Using trigonometry, we can find the change in x-coordinate (Δx) and the change in y-coordinate (Δy) as follows:
Δx = 300 km * cos(150 degrees)
Δy = 300 km * sin(150 degrees)
Now, using the obtained values of Δx and Δy, we can determine the coordinates of point H:
Coordinates of point H = (0 + Δx, 0 + Δy) = (Δx, Δy)
Moving on to point J, we can use a similar approach to determine the change in x and y coordinates from H to J, given that the bearing is 60 degrees and the distance is 450 km.
Using trigonometry, we can find the change in x-coordinate (Δx) and the change in y-coordinate (Δy) as follows:
Δx = 450 km * cos(60 degrees)
Δy = 450 km * sin(60 degrees)
Now, using the obtained values of Δx and Δy, we can determine the coordinates of point J relative to G:
Coordinates of point J = (Δx + H_x, Δy + H_y)
Finally, we can calculate the distance between G and J using the coordinates of point J:
Distance between G and J = √((J_x - G_x)^2 + (J_y - G_y)^2)
To calculate the distance between point G and point J, we need to use the concept of vector addition.
First, let's break down the given information:
- Anaeroplane flies from G to H on a bearing of 150 degrees.
- The distance between G and H is 300 km.
- Then, it flies from H to J on a bearing of 60 degrees.
- The distance between H and J is 450 km.
To calculate the distance between G and J, we need to find the horizontal and vertical components of the distances traveled in each direction.
Step 1: Finding the horizontal and vertical components:
For the first leg of the trip (G to H):
- Horizontal component (GHx): GH * cos(bearing of 150 degrees)
- Vertical component (GHy): GH * sin(bearing of 150 degrees)
For the second leg of the trip (H to J):
- Horizontal component (HJx): HJ * cos(bearing of 60 degrees)
- Vertical component (HJy): HJ * sin(bearing of 60 degrees)
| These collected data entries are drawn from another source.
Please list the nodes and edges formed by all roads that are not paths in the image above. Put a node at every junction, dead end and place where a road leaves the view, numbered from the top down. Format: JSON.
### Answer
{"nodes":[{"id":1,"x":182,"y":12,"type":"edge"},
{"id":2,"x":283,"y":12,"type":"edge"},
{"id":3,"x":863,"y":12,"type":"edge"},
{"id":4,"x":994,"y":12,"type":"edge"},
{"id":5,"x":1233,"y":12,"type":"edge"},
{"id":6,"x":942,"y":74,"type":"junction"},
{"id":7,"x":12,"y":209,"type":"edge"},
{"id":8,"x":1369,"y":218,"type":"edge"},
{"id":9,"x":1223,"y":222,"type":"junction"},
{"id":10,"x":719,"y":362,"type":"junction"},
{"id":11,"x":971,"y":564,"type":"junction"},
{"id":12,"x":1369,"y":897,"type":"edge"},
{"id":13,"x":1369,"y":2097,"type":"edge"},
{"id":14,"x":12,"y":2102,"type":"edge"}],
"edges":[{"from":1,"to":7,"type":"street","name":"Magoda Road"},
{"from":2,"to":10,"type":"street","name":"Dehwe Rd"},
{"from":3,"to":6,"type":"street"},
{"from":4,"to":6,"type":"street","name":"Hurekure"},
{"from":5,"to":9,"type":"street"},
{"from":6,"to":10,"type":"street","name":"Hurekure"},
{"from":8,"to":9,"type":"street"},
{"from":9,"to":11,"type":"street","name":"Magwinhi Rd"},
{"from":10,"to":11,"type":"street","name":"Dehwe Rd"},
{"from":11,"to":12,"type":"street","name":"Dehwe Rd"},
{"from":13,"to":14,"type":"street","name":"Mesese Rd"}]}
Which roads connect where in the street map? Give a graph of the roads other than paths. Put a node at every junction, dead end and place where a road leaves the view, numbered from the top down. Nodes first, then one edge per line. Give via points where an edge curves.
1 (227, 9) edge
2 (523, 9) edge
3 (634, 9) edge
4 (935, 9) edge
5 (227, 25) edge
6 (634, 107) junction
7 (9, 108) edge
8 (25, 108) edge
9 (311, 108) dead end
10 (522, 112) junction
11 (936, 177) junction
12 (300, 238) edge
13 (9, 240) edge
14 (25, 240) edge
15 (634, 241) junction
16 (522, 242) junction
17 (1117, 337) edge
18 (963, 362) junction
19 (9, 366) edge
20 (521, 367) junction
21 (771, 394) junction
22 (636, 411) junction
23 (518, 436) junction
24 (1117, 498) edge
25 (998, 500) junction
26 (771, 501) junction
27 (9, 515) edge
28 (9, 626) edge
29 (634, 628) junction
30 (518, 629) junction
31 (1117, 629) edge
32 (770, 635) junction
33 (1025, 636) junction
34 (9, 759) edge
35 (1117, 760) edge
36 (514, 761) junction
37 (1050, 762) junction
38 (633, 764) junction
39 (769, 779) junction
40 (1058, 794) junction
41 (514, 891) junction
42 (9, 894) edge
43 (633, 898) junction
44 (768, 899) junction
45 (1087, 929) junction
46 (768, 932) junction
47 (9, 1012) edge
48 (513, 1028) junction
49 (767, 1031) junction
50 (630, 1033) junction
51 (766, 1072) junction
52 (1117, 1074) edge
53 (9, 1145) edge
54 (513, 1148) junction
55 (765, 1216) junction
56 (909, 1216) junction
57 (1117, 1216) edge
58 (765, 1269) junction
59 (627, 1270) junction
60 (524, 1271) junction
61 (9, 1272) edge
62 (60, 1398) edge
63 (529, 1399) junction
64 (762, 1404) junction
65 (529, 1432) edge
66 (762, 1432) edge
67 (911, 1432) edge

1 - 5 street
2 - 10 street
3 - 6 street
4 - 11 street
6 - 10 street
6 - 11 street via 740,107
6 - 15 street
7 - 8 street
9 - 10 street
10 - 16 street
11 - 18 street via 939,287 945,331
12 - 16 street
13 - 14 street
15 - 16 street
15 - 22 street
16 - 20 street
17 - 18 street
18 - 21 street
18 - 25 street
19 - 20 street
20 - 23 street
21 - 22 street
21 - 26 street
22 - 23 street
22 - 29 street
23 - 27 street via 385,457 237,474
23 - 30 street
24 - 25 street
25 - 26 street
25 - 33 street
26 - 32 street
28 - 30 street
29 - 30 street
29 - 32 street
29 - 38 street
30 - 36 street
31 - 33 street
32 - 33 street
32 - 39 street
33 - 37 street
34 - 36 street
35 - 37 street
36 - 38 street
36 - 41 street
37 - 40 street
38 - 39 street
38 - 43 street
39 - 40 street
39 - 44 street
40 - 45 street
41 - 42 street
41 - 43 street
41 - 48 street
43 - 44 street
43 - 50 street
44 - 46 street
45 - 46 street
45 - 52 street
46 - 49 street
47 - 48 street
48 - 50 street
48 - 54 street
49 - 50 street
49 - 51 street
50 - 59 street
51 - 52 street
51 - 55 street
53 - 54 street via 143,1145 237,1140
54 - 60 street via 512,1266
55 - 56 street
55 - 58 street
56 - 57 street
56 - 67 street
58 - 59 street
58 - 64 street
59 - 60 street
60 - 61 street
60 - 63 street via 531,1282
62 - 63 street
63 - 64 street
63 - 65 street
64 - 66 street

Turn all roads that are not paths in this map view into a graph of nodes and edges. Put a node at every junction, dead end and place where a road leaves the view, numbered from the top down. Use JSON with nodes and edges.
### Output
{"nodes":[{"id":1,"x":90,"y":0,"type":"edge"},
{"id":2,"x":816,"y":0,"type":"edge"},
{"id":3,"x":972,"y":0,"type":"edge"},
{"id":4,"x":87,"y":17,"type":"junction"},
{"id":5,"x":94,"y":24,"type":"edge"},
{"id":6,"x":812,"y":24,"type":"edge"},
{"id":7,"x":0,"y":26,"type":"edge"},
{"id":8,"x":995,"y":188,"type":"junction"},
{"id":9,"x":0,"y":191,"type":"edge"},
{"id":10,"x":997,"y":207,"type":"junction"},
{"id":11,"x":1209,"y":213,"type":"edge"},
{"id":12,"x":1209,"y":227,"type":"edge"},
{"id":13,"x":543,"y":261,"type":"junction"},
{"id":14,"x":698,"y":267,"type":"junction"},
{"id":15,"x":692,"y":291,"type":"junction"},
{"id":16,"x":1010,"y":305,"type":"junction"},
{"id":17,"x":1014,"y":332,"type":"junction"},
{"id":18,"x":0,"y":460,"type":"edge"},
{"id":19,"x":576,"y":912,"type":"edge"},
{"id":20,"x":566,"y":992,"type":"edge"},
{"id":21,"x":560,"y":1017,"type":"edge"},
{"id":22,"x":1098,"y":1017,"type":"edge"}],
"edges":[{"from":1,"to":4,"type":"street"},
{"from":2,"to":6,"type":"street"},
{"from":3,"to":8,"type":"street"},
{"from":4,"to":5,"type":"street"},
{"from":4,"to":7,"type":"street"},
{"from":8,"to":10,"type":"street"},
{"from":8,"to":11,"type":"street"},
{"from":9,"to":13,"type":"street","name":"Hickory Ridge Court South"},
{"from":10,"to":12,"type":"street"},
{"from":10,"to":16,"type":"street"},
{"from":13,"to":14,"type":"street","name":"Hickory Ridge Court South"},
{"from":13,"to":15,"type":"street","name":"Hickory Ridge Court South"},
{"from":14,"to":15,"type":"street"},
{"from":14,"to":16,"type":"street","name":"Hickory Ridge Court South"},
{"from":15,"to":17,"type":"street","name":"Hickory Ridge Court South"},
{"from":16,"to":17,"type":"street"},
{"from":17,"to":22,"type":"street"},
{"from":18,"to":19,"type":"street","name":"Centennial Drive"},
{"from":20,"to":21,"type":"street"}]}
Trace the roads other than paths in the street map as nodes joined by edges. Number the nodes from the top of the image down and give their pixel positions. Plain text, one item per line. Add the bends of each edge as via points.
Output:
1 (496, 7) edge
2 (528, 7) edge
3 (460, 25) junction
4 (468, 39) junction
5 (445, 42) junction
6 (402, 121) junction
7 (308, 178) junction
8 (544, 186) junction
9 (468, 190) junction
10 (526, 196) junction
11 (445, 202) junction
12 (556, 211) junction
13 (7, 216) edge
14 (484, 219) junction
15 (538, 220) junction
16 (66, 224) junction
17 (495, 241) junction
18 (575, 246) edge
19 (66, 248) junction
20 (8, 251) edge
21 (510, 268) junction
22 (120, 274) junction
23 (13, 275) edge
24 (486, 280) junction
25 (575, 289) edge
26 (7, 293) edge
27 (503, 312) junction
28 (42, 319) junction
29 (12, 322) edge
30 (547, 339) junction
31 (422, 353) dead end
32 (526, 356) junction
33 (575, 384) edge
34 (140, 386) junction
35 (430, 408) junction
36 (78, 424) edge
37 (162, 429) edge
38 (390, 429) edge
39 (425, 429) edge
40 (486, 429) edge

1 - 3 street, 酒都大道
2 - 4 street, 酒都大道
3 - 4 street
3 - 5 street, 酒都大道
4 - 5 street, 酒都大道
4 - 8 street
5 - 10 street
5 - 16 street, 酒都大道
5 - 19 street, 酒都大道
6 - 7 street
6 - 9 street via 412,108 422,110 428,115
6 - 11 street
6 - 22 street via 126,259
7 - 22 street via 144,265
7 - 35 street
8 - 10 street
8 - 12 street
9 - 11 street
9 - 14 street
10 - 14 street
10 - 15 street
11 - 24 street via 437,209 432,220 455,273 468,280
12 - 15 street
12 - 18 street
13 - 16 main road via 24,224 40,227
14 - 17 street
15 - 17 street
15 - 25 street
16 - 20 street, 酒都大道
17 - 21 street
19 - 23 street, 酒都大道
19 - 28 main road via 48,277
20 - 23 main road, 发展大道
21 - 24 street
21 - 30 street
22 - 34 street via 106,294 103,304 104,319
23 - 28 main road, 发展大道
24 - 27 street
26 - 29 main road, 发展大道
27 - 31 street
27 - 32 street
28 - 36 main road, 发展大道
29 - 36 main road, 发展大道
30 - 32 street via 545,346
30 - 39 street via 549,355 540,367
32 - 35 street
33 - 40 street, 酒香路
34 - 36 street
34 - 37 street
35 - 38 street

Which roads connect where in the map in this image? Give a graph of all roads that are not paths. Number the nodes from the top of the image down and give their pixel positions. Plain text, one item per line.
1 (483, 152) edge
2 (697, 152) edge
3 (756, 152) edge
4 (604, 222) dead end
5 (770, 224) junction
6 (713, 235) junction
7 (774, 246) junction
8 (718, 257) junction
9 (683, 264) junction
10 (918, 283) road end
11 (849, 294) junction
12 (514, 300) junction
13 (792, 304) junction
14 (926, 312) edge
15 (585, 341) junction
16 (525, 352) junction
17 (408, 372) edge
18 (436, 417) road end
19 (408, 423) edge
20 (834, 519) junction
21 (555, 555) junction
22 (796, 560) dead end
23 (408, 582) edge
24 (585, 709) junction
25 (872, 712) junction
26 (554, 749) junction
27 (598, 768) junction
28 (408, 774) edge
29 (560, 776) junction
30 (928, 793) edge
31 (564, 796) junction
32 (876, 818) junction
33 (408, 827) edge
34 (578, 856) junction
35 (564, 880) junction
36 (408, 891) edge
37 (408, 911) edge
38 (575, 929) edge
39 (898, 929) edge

Step 2: Adding the horizontal and vertical components:
To find the combined horizontal and vertical components, we add up the respective components for each leg of the trip.
GJx = GHx + HJx
GJy = GHy + HJy
Step 3: Calculating the distance between G and J:
The distance between G and J can be calculated using the Pythagorean theorem:
GJ = sqrt((GJx)^2 + (GJy)^2)
Let's calculate it:
GHx = 300 km * cos(150°) ≈ -259.81 km
GHy = 300 km * sin(150°) ≈ 150 km
HJx = 450 km * cos(60°) = 225 km
HJy = 450 km * sin(60°) = 389.42 km
GJx = -259.81 km + 225 km ≈ -34.81 km
GJy = 150 km + 389.42 km ≈ 539.42 km
GJ = sqrt((-34.81 km)^2 + (539.42 km)^2) ≈ 542.43 km
Therefore, the distance between G and J is approximately 542.43 km.